Strangely, the NFHS had a clear ruling on this. Then, they cahnged the case play to mkae it less clear (at least to me).
Agreed.

The following case play was altered in 2003-04:

2002-03 version:
4.15.4 SITUATION C: After dribbling and coming to a stop, A1 throws the ball: (a) against the opponent's backboard and catches the rebound; (b) against an official, immediately recovers the ball and dribbles again; or (c) against his/her own backboard, catches the rebound and dribbles again. RULING: A1 has violated in both (a) and (b). Throwing the ball against the opponent's backboard or an official constitutes another dribble, provided A1 is first to touch the ball after it strikes the official or the board. In (c), the action is legal as a player's own backboard is treated the same as touching the floor inbounds, but does not constitute a part of a dribble. (9-5)

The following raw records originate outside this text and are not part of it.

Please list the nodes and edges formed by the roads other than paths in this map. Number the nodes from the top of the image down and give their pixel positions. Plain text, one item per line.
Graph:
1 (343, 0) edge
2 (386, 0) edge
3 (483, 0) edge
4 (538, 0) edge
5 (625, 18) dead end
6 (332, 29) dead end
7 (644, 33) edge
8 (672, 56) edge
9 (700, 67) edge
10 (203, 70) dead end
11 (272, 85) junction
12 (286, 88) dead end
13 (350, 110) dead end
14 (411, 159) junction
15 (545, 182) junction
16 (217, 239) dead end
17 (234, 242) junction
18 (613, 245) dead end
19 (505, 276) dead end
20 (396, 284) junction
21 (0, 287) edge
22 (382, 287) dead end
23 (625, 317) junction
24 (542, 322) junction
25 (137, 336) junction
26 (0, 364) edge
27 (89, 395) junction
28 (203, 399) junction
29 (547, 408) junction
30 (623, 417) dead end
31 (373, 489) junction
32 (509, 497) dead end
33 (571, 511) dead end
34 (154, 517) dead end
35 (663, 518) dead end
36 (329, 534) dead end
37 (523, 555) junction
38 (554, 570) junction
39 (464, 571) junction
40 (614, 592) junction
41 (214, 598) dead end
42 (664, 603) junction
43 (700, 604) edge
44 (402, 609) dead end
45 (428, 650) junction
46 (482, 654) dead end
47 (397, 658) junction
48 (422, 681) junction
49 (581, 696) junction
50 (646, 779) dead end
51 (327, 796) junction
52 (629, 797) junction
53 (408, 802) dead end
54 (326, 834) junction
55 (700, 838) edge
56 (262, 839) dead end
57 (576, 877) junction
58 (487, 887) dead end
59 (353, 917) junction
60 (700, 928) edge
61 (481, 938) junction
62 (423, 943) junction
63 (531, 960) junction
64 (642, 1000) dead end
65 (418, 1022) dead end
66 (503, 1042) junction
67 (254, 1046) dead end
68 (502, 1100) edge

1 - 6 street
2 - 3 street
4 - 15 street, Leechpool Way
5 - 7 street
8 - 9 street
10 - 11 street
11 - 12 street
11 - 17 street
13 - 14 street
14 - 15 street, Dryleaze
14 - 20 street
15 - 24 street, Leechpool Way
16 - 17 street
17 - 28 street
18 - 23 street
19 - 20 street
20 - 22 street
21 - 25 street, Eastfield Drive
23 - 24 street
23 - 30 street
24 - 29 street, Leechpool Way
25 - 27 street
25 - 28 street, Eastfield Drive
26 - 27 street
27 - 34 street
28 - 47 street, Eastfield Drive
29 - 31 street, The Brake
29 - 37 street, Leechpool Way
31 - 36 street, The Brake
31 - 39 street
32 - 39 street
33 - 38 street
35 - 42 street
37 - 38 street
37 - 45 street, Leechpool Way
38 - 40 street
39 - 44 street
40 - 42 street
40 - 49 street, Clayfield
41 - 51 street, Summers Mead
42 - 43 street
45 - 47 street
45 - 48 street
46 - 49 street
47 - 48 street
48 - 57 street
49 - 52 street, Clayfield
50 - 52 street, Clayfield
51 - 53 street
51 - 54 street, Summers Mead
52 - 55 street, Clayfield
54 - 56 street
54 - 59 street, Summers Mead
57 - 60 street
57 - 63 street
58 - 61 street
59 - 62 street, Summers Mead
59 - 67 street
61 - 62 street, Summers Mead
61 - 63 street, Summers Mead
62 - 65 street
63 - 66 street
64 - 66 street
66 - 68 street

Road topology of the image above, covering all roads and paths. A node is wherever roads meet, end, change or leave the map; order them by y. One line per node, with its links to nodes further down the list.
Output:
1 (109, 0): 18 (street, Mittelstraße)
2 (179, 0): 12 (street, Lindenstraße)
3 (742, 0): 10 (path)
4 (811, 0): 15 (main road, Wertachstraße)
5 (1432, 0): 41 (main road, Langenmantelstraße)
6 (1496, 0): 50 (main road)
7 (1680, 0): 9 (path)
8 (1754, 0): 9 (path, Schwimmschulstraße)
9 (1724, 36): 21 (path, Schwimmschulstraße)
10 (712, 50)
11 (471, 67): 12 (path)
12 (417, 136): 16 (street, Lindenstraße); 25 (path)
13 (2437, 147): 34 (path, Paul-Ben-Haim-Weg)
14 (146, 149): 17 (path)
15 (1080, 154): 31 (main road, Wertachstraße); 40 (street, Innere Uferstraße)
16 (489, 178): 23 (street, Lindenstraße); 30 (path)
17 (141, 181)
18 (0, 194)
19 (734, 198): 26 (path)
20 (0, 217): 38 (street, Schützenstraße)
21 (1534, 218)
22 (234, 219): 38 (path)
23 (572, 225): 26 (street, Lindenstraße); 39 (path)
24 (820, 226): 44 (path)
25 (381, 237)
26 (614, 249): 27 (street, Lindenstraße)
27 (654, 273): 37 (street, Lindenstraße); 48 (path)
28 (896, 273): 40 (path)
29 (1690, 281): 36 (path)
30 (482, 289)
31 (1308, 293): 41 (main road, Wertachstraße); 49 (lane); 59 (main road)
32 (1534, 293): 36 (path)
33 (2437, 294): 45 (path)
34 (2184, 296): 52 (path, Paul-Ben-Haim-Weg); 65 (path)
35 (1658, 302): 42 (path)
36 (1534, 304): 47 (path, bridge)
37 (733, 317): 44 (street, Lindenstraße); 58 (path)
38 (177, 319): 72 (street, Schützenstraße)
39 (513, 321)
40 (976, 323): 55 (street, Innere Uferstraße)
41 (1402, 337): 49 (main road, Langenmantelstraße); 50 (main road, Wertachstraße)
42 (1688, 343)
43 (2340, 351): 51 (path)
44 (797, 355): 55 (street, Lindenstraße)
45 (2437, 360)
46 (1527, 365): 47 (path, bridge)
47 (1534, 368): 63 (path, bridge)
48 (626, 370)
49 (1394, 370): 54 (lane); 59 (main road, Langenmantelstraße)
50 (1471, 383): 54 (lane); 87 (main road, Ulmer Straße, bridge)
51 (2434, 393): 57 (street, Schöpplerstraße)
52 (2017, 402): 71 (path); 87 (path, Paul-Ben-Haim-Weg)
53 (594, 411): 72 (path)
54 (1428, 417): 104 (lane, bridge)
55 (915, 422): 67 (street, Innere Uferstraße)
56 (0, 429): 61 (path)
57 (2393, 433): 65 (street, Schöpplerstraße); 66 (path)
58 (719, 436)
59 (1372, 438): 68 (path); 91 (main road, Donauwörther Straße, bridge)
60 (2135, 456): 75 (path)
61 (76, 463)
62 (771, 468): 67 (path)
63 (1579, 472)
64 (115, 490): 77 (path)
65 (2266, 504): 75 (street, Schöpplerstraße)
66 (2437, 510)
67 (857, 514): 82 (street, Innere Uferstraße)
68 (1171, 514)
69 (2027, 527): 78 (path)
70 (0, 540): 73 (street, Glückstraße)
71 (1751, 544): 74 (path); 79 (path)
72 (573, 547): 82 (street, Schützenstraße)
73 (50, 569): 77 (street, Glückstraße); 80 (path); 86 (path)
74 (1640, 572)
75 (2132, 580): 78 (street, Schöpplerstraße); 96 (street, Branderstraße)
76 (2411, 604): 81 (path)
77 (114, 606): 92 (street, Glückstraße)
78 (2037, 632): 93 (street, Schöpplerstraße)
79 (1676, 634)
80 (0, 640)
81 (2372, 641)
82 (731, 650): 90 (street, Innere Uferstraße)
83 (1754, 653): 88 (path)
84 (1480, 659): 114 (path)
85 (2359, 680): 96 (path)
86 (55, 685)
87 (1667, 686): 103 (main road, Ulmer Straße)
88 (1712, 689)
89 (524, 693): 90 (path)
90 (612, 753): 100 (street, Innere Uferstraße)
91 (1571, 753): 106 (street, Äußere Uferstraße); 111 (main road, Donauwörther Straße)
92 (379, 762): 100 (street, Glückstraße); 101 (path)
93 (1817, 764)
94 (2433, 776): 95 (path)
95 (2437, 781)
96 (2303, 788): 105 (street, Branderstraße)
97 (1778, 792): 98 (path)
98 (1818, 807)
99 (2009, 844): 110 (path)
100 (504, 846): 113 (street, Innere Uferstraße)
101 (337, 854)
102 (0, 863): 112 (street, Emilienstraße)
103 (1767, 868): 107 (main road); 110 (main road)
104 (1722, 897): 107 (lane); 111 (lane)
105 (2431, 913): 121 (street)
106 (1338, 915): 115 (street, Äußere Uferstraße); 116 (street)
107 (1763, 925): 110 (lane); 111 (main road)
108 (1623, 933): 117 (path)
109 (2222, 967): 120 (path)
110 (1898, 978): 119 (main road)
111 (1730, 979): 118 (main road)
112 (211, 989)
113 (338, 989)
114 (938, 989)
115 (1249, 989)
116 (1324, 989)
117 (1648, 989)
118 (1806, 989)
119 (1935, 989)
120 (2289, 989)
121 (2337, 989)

2003-04 version (as well as the current version):
4.15.4 SITUATION C: After dribbling and coming to a stop, A1 throws the ball: (a) against the opponent's backboard and catches the rebound; (b) against an official, immediately recovers the ball and dribbles again; or (c) against his/her own backboard in an attempt to score (try), catches the rebound and dribbles again. RULING: A1 has violated in both (a) and (b). Throwing the ball against the opponent's backboard or an official constitutes another dribble, provided A1 is first to touch the ball after it strikes the official or the board. In (c), the action is legal. Once the ball is released on the try, there is no player or team control, therefore, A1 can recover the rebound and begin a dribble.


I put the changes the NFHS made to this play in red.

It's more confusing because of the added words "in an attempt to score (try)".

Before, any throw off the backboard was legal. Now, perhaps, only a throw that's a try is legal. What do we do with a throw that's clearly not a try?


Seems clearer to me. Why does it confuse you?